Remember, few of these datasets will be less than 5 years old if we try
to allow enough time for the original data collector to either solve it
or graduate (and then cease to care). Even for the "final" dataset,
there will be a delay, since the half-life between data collection and
coordinate deposition in the PDB is still ~20 months. Plenty of time to
forget. So, although the images were archived (probably named "test"
and in a directory called "john") it may be that the only way to figure
out which PDB ID is the "right answer" is by processing them and
comparing to all deposited Fs. Assume this was done. But there will
always be some datasets that don't match any PDB. Are those
interesting? What about ones that can't be processed? What about ones
that can't even be indexed? There may be a lot of those!

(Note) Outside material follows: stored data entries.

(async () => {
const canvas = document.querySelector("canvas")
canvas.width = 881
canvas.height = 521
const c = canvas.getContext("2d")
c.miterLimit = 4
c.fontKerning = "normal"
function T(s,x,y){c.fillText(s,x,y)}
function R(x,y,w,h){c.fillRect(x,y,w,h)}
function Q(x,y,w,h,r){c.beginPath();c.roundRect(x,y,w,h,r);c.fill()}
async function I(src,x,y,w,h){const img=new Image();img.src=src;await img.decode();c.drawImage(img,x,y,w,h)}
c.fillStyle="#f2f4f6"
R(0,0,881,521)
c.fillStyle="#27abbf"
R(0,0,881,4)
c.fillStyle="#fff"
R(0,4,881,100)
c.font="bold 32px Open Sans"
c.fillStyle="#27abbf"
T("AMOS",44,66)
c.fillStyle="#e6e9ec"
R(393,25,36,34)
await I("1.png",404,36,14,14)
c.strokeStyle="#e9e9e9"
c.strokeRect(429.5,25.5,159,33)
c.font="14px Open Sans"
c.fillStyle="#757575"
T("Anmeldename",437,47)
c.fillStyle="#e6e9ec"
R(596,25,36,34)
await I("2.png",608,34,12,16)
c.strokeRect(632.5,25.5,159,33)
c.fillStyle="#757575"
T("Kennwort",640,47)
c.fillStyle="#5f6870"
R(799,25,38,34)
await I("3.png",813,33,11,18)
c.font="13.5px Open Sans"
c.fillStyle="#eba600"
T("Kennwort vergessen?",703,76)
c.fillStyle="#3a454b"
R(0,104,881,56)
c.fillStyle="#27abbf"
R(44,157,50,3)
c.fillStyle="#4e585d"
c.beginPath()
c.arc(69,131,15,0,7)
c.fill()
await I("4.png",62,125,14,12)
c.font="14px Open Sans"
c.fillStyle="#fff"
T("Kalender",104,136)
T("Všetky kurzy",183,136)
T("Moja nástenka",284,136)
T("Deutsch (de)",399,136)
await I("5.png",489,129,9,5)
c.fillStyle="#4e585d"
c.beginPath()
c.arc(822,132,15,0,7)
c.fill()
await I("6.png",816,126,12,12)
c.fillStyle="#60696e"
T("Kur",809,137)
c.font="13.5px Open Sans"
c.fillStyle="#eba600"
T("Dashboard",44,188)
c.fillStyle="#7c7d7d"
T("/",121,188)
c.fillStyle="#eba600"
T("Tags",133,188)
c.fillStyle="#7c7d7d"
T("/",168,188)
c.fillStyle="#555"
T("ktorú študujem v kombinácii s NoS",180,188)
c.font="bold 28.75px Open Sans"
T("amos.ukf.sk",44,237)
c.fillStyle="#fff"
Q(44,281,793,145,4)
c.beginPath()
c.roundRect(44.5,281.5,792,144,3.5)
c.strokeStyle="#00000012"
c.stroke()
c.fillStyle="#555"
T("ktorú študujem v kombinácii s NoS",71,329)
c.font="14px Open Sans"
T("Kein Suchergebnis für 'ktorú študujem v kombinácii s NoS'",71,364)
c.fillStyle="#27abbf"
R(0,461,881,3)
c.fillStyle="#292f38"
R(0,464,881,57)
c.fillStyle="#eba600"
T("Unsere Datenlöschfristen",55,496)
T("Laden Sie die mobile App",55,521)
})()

(hypothetically, of course).
Anyway, assume that someone did go through all the trouble to make these
datasets "available" for download, just in case they are interesting,
and annotated them as much as possible. There will be about 20 datasets
for any given PDB ID.
Now assume that for each of these datasets this hypothetical website has
two links, one for the "raw data", which will average ~2 GB per wedge
(after gzip compression, taking at least ~45 min to download), and a
second link for a "lossy compressed" version, which is only ~100
MB/wedge (2 min download). When decompressed, the images will visually
look pretty much like the originals, and generally give you very similar
Rmerge, Rcryst, Rfree, I/sigma, anomalous differences, and all other
statistics when processed with contemporary software. Perhaps a bit
worse. Essentially, lossy compression is equivalent to adding noise to
the images.
Which one would you try first? Does lossy compression make it easier to
hunt for "interesting" datasets? Or is it just too repugnant to have
"modified" the data in any way shape or form ... after the detector
manufacturer's software has "corrected" it? Would it suffice to simply
supply a couple of "example" images for download instead?
-James Holton
MAD Scientist